Читаем Гамп и компания полностью

Я рассказываю, а он говорит:

– Хочешь, я дам тебе лейкопластырь?

Он выходит из кухни и приносит пластырь, но прежде чем его прилепить, промывает порез перекисью или еще чем-то – жутко вонючим.

– Ты должен быть осторожен с этими устричными раковинами. Они метут обеспечить тебе чертовски серьезную инфекцию, ты это знаешь?

– Не-а. А почему?

– Потому что лучшее место для роста устриц – это там, где самое скверное и тяжелое загрязнение. Ты этого не знал?

– Не-а. А ты откуда знаешь?

– Потому что я их изучал. Если бы ты мог спросить у устрицы, где она хочет жить, она скорее всего сказала бы, что в выгребной яме.

– А как получилось, что ты изучал устриц?

– Потому что, я так прикидываю, мне уже пора начинать выполнять свою долю работы, – говорит малыш Форрест. – То есть, ты каждый день отправляешься туда и щиплешь устриц, а я только и делаю, что в школу хожу.

– Так тебе как раз это делать и полагается. Ты должен чему-то выучиться, чтобы не кончить так, как я.

– Да ладно. Я уже достаточно узнал. Если по правде, в школе я уже вообще ничего не делаю. Я так далеко обогнал всех одноклассников, что учителя просто говорят мне идти посидеть в библиотеке и почитать, что мне захочется.

– Правда?

– Ну да. И я прикидываю, может, я просто мог бы не ходить каждый день в школу, а иногда отправляться с тобой в Байя-Лабатре и помогать тебе в этой работе с отщипыванием устриц.

– Гм, я очень это ценю, но…

– Конечно, если ты захочешь. Может, ты не захочешь, чтобы я возле тебя болтался.

– Нет-нет, дело не в этом. Дело в школе. То есть, твоя мама бы захотела…

– Ее здесь нет, чтобы это подтвердить. И я думаю, что кое-какая помощь тебе бы не помешала. Я хочу сказать, щипать устриц – тяжелая работа. И, может, я бы тебе на ней пригодился.

– Конечно бы пригодился. Но…

– Тогда заметано, – говорит малыш Форрест. – Что, если я завтра утром начну?

Я не был уверен, правильно это или неправильно, но так мы и сделали.

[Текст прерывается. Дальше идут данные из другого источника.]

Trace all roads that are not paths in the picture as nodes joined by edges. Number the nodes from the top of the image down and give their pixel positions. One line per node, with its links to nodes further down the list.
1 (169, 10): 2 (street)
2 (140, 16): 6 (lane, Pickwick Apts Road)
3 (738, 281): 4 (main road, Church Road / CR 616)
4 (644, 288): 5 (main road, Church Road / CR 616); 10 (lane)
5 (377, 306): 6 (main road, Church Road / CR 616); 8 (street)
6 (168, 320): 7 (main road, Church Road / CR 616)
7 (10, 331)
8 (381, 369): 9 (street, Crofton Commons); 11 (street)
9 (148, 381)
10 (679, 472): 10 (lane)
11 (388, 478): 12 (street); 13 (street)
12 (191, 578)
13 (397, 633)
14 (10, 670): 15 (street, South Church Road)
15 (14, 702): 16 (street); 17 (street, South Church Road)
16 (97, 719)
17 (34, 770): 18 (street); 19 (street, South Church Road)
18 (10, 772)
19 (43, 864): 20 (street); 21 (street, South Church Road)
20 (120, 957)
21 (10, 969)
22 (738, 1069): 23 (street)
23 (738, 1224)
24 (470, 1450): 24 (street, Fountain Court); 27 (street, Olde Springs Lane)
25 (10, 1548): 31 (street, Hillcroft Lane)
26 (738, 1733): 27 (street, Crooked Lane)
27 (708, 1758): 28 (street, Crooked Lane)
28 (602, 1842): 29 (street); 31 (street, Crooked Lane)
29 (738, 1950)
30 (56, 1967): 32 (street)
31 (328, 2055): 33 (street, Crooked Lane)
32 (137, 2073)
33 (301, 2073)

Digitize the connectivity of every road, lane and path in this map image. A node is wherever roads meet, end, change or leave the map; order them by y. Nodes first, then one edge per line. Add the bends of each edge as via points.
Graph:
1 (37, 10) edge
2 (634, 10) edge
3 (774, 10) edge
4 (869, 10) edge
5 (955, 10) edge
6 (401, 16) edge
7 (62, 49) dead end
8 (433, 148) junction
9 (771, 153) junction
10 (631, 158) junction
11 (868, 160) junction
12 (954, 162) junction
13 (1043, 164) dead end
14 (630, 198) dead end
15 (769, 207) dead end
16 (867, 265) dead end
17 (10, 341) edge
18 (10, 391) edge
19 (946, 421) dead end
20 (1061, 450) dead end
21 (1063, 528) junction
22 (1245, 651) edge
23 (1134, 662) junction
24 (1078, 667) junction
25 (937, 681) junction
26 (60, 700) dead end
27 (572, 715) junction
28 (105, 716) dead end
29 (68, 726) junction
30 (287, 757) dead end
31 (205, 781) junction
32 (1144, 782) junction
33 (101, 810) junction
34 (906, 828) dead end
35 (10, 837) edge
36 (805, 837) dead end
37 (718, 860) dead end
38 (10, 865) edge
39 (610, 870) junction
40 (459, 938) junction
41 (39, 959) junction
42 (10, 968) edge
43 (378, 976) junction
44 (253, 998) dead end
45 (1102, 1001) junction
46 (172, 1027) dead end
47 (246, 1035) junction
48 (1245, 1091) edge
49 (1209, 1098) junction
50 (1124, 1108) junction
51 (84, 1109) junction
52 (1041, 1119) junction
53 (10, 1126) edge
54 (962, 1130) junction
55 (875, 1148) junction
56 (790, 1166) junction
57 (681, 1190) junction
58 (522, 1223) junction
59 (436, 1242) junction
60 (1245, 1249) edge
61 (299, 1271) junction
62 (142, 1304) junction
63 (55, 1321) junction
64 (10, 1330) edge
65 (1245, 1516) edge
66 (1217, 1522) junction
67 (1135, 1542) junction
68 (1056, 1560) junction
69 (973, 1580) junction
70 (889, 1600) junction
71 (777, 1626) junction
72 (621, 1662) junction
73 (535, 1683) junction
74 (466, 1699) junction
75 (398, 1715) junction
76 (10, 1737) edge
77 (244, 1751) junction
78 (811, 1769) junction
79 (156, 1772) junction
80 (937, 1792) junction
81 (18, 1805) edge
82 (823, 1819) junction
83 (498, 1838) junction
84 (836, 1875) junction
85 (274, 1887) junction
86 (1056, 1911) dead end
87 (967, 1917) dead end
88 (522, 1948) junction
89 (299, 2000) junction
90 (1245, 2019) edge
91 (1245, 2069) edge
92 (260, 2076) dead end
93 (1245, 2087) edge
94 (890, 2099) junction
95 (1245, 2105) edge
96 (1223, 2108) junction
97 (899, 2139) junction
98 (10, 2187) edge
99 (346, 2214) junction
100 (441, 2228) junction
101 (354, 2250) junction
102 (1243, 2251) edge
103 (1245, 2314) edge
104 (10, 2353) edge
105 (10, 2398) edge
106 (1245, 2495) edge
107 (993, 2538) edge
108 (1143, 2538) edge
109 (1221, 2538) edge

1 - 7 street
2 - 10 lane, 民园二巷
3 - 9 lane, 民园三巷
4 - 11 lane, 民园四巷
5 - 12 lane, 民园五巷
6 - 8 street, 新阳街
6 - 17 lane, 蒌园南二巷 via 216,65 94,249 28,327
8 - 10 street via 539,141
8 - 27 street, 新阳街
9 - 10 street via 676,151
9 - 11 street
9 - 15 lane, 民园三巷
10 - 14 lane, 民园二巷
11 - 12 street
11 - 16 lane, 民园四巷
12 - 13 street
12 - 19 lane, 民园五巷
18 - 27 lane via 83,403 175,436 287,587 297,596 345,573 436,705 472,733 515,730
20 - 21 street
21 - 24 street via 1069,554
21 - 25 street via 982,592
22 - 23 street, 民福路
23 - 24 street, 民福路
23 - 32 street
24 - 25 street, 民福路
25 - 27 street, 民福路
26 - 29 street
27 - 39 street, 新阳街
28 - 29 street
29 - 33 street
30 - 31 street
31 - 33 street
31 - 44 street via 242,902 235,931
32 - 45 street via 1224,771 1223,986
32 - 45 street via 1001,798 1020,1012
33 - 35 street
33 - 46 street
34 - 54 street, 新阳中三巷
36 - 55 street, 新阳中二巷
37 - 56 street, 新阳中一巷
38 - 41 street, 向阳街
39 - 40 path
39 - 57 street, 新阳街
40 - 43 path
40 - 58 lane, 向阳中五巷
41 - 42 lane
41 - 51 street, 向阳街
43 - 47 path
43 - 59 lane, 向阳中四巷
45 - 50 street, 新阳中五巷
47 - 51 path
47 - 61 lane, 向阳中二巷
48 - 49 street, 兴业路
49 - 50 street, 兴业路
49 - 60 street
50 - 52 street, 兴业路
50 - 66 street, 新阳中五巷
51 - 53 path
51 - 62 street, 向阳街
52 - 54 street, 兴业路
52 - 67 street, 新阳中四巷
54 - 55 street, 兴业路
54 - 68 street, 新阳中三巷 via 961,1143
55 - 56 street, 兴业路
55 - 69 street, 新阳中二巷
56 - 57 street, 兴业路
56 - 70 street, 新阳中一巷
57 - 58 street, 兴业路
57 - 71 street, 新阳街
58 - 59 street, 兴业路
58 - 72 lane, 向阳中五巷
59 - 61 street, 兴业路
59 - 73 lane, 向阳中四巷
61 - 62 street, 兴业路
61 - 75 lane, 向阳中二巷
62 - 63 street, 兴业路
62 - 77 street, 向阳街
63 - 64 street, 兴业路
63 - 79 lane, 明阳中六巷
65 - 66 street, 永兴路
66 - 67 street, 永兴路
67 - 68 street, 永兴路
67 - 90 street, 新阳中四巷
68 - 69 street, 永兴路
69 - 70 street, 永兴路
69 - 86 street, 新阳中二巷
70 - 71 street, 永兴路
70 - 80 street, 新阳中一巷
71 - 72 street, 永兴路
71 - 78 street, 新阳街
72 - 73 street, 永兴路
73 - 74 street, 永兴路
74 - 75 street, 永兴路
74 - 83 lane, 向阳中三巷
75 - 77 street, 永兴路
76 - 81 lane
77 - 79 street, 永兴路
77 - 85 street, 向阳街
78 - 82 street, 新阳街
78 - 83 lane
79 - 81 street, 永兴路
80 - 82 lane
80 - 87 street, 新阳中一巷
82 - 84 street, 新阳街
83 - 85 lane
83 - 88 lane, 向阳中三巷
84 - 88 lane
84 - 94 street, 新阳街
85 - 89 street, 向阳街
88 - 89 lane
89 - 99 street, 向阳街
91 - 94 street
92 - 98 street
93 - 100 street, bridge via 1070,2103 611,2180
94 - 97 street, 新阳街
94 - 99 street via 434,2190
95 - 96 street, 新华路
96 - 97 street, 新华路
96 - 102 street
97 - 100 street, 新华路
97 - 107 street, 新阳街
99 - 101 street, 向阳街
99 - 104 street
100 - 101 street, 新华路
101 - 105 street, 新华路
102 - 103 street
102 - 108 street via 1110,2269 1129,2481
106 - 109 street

На следующее утро я встал перед рассветом и приготовил легкий завтрак, а потом заглянул в комнату малыша Форреста посмотреть, проснулся он или нет. Он еще не проснулся, а потому я на цыпочках вошел и встал там, глядя, как он крепко спит на кровати Дженни. В своем роде он так на нее похож, что я ненадолго вроде как остолбенел, но потом взял в себя в руки, потому как, что бы там ни было, работу нам делать надо. Я наклонился его разбудить, но тут моя нога наткнулась на что-то такое под кроватью. Я посмотрел вниз – и будь я проклят, если это не кончик здоровенного тотемного столба с Аляски, который я ему послал. Тогда я нагнулся еще ниже, заглянул под кровать – и точно, там вся остальная ерунда: немецкий рог и арабский нож, по-прежнему в футляре. Выходит, он все-таки никуда их не выбросил, а прямо тут хранил. Может, он не особо много с ними играет, но по крайней мере держит их рядом с собой – и внезапно я начинаю что-то понимать насчет детей. Какую-то секунду мне хотелось потянуться и поцеловать его в щеку, но я этого делать не стал. Но мне ужасно хотелось.

В общем, после завтрака мы с малышом Форрестом отправляемся в Байя-Лабатре. Я наконец-то смог внести начальную плату за старый пикап, а потому мне больше не приходится ездить на автобусе. Но каждый день встает нешуточный вопрос, доберется ли пикап туда и вернется ли обратно. Я назвал машину Вандой в честь… гм, всех Ванд, которых я знал.

– Как думаешь, что с ней сталось? – спрашивает малыш Форрест.

– С кем? – спросил я.

Мы ехали по старой двухполосной дороге в темноте мимо разрушенных домов и фермерских полей – вперед к воде. Лампочки на щитке старого пикапа, «шевроле» пятьдесят четвертого года, светятся зеленым, и в их свете видно лицо малыша Форреста.

– С Вандой, – говорит он.

– С твоей свиньей? Ну, прикидываю, она по-прежнему в зоопарке.

– Ты правда так думаешь?

– Конечно. То есть почему бы ей там не быть?

– Не знаю. Прошло много времени. Может, она умерла. Или зоопарк ее продал.

– Ты хочешь, чтобы я выяснил?

– Пожалуй, нам обоим стоит выяснить, – говорит он.

– Угу. Может, и так.

– Послушай, – говорит малыш Форрест, – я хотел тебе сказать, что мне очень жаль лейтенанта Дена и Сью. Понимаешь?

– Угу. Я это ценю.

– Они были по-настоящему славные друзья, да?

– Да, были.

– Так за что же они погибли?

– Ох, не знаю. Думаю, потому что они выполняли приказ. Старый папа Буббы давным-давно задал мне такой же вопрос. Может, они просто оказались в ненужном месте в ненужное время.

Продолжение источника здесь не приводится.